The ongoing novel coronavirus pandemic has put sports, including Major League Baseball, on hold for the foreseeable future. All along MLB has signaled that its intent is to play as many games as possible and achieve as much normality as possible when it comes to the parameters of the 2020 season. That said, it's the effectiveness of containment strategies that will determine those parameters.
Speaking of which, events took a possible turn on Tuesday, as Toronto, home of the Blue Jays, announced a ban on public events conducted or permitted by the city through at least June 30. Although, as David Pagnotta tweets, this mandate does not to professional sports, it does constitute a strong recommendation against holding such events at least through the end of June.
This alone doesn't necessarily complicate MLB's timeline, but it could be the start of a complicating trend. The state of Virginia has already instituted a stay-at-home order through June 10, and Maryland has an open-ended one in place. In all, 32 states and roughly 80 percent of the U.S. population are under stay-at-home orders at this writing. While none of those stretches as long as Toronto's new measures do, it's a fluid situation and it seems likely that many of those guidelines will be extended.
MLB and the MLBPA (i.e., the Players' Association) have agreed to consider the possibility of playing games in neutral locations -- perhaps those not as afflicted as, say, New York, Seattle, Chicago, and California -- and without fans in attendance.

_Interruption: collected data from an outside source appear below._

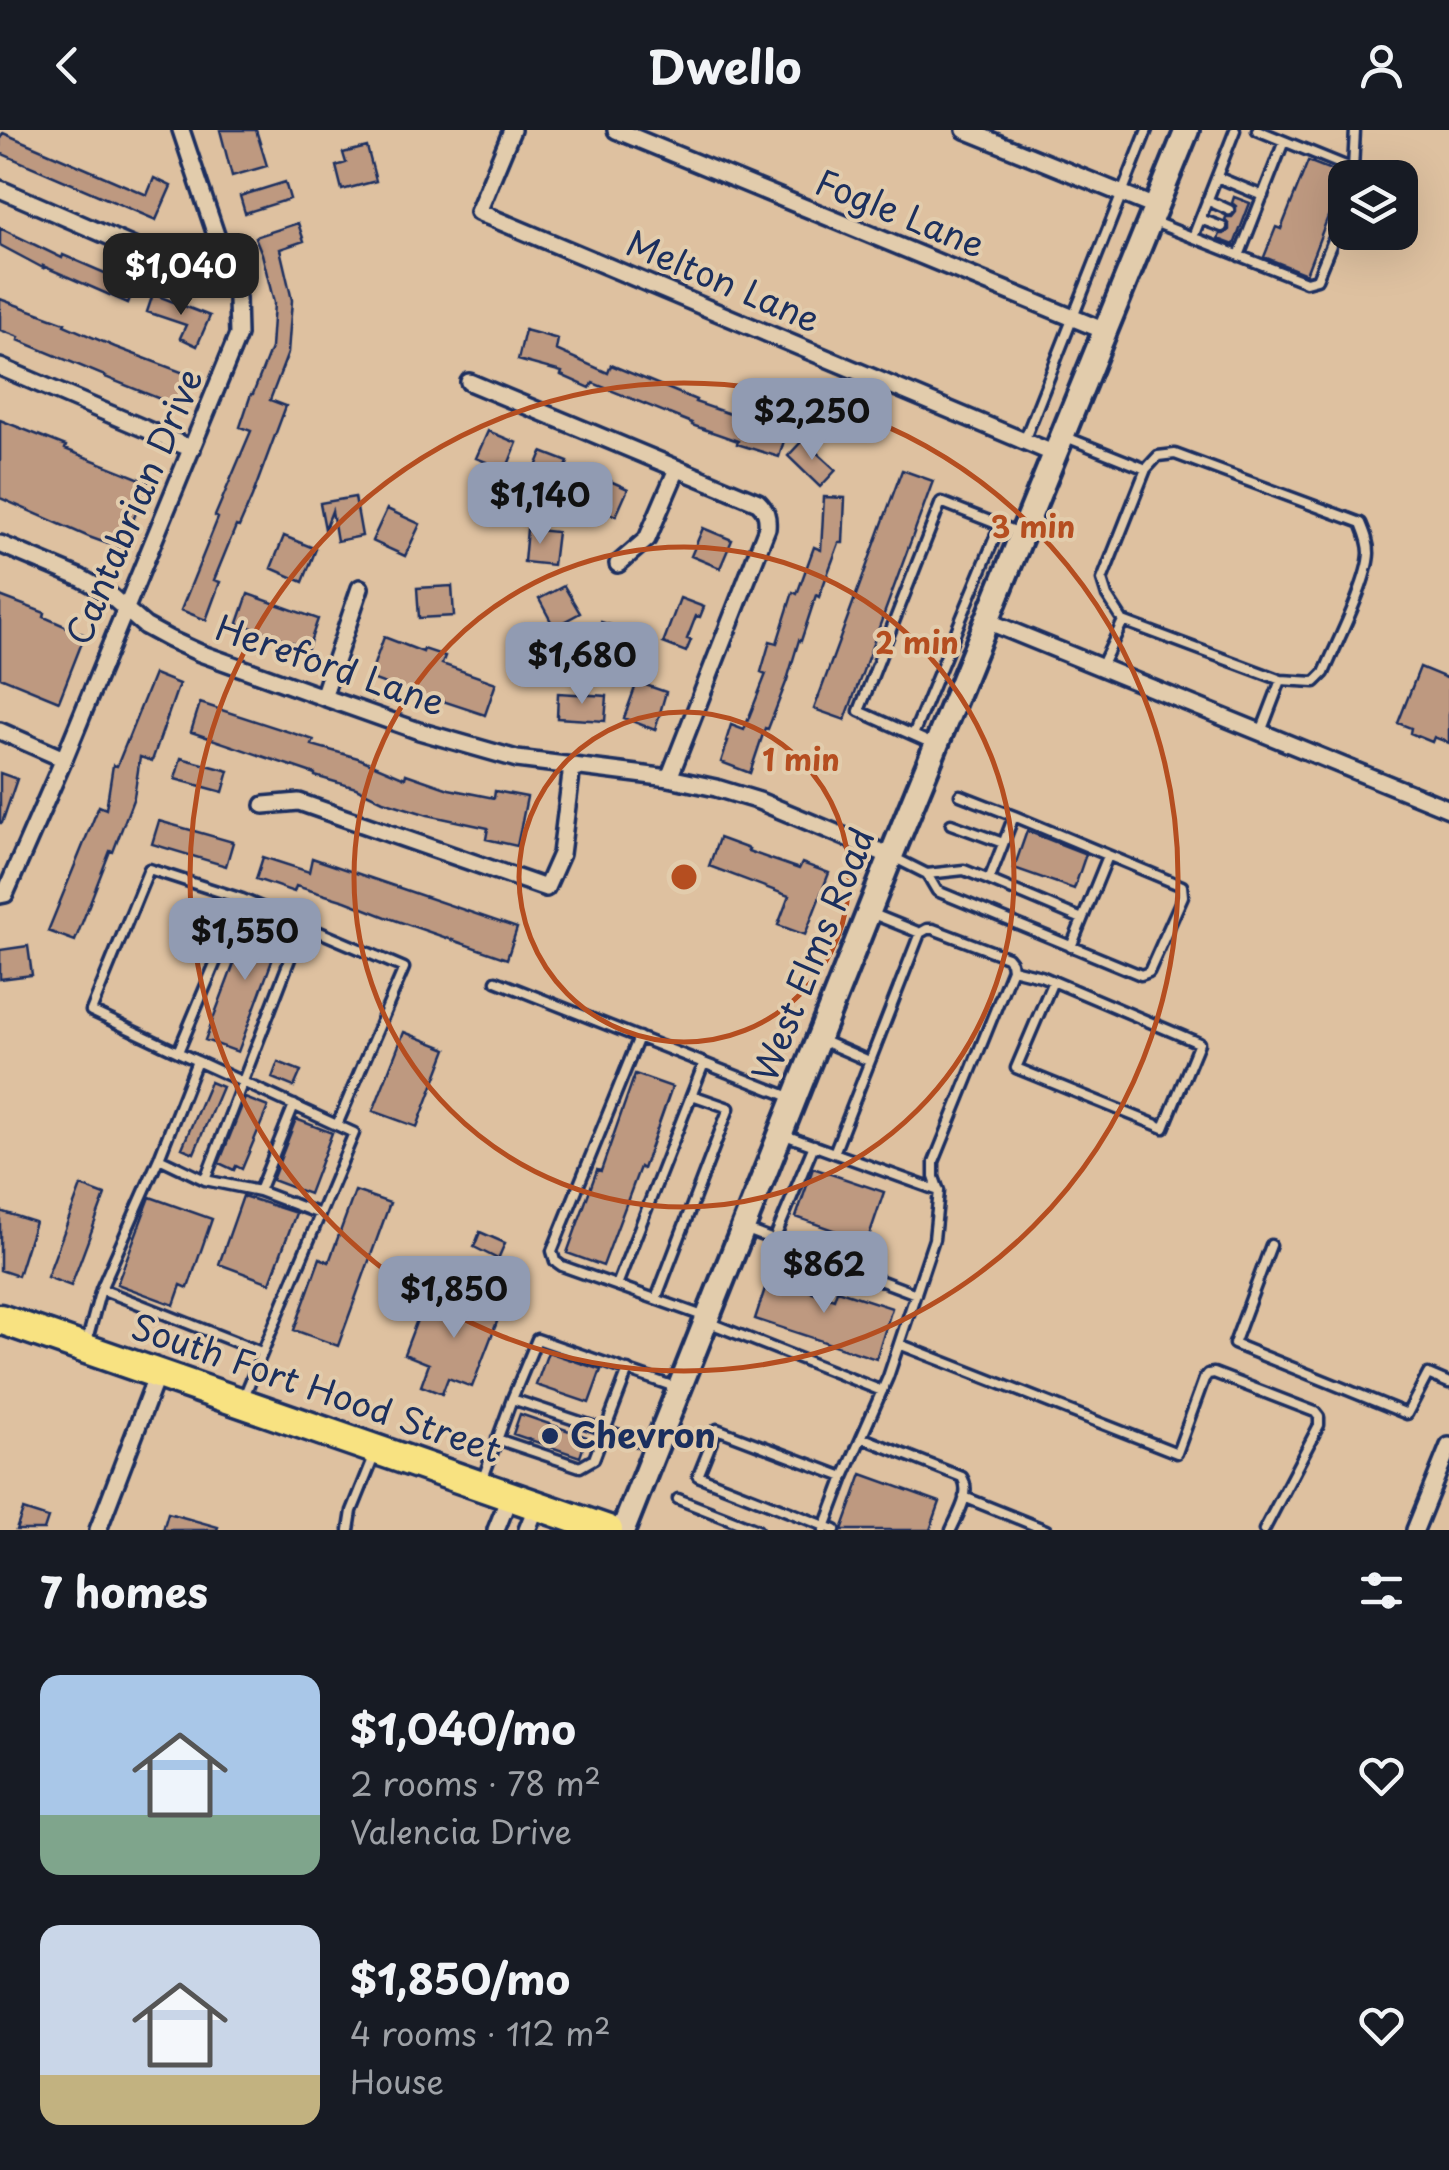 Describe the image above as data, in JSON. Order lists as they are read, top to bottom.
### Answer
{
  "streets": {
    "highway": ["South Fort Hood Street"],
    "main road": ["West Elms Road"],
    "street": [
      "Fogle Lane",
      "Melton Lane",
      "Cantabrian Drive",
      "Hereford Lane"
    ]
  },
  "crossings": [
    ["Fogle Lane", "West Elms Road"],
    ["Melton Lane", "West Elms Road"],
    ["Cantabrian Drive", "Hereford Lane"],
    ["Hereford Lane", "West Elms Road"]
  ],
  "places": ["Chevron"],
  "page": {
    "header": "Dwello",
    "price": [
      "$1,040",
      "$2,250",
      "$1,140",
      "$1,680",
      "$1,550",
      "$862",
      "$1,850"
    ],
    "heading": "7 homes",
    "list": [
      {
        "name": "$1,040/mo",
        "note": "2 rooms · 78 m² · Valencia Drive"
      },
      {
        "name": "$1,850/mo",
        "note": "4 rooms · 112 m² · House"
      }
    ]
  },
  "rings": ["3 min", "2 min", "1 min"]
}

Mostly, though, their agreement prioritized these three stipulations for beginning the season:
- There are no longer any bans on mass gatherings in place that would prevent games from being played in front of fans at the ballpark.

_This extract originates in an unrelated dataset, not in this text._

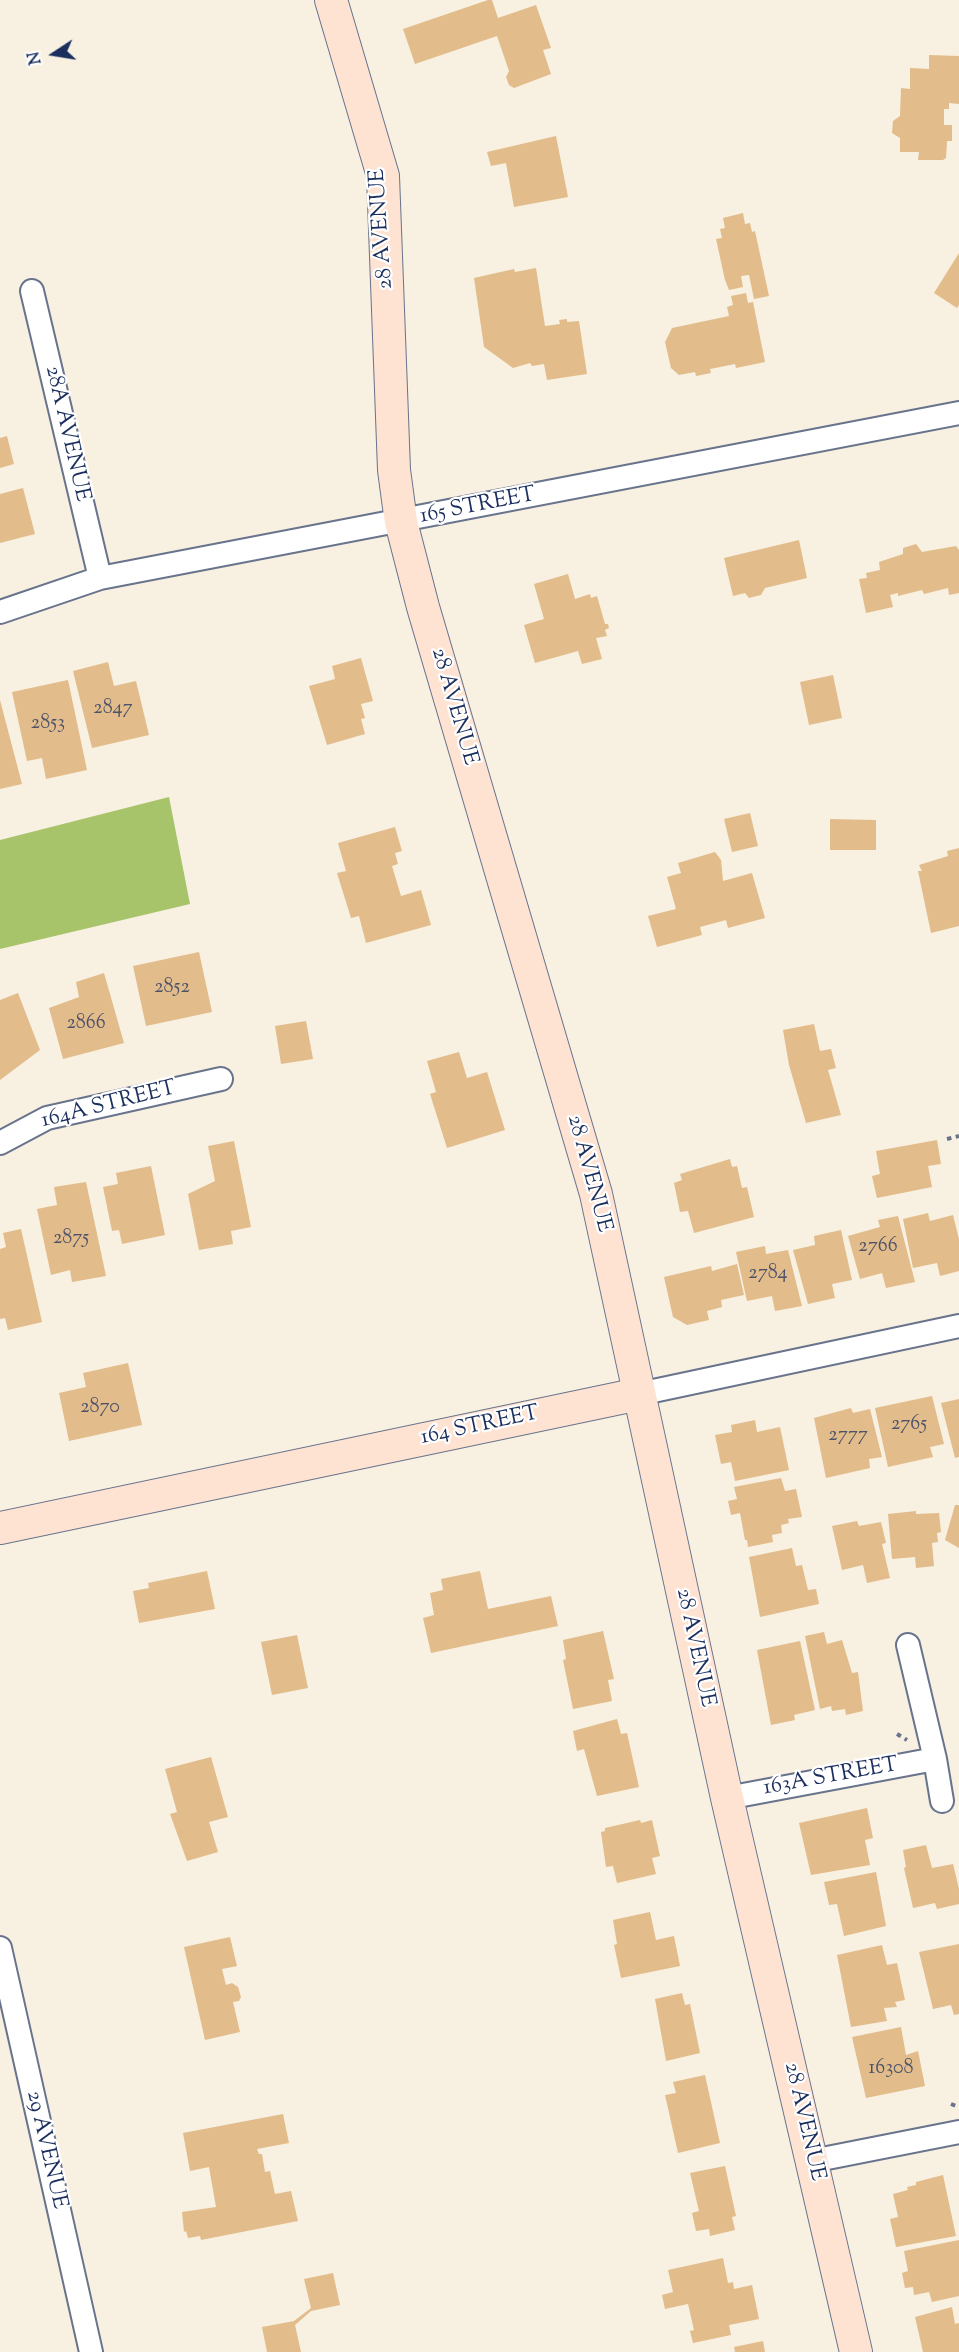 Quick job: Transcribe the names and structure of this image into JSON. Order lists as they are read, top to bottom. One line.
{"streets":{"street":["28 AVENUE","28A AVENUE","165 STREET","164A STREET","164 STREET","163A STREET","29 AVENUE"]},"crossings":[["28 AVENUE","165 STREET"],["28 AVENUE","164 STREET"],["28 AVENUE","163A STREET"],["28A AVENUE","165 STREET"]],"house_numbers":["2847","2853","2852","2866","2875","2766","2784","2870","2765","2777","16308"],"north":"left"}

- There are no relevant travel restrictions in the U.S. or Canada.
- Medical experts determine playing games would not present health risks for players, fans, or other team personnel.
To emphasize, neutral-site games or games in empty ballparks would allow MLB to dodge some of these requirements, but getting the 2020 season underway in time to play 100 or more games increasingly looks like a fool's errand, what with all the restrictions not only in place but also being extended.
As such, maybe it's time to reconsider what we thought of as our best-case scenarios. On that note, here's this from Bill Shaikin of the Los Angeles Times:
In MLB circles, July 4 has been one of the options floated for a possible Opening Day. https://t.co/6AV22CdkDB— Bill Shaikin (@BillShaikin) March 31, 2020
July 4 is already a prominent day on the MLB calendar because of Independence Day in the U.S., and this year July 3 falls on a Friday. No doubt, MLB and the MLBPA are hoping to be playing games before then, but if we do start seeing social distancing measures enforced through late June -- and Toronto's decision likely augurs movement in that direction, at least in Canada and the U.S. -- then an Opening Day in early July may be the most feasible target.
Not long ago, our own Matt Snyder explored a variety of Opening Day scenarios for 2020, and July 4 was among them. Here's part of what he wrote:
"Starting with July 4 and ending on Sept. 27 as planned gets the season over on time to leave the playoffs scheduled as they are. That is 85 days. MLB would have to get the players to agree to only having four days off, but they would have all this extra time off and know the season is less than three months long. If that happened, we'd be able to play exactly half a season at 81 games."
Given how events are playing out and that estimates suggest the virus hasn't yet peaked in the U.S., this may be baseball's best hope, especially when you consider that players will once again need at least a couple of weeks to ramp up. Half of a regular season plus a full playoffs sounds may wind up being an unrealistic aspiration, but for now it feels like something on which we can pin our baseball hopes.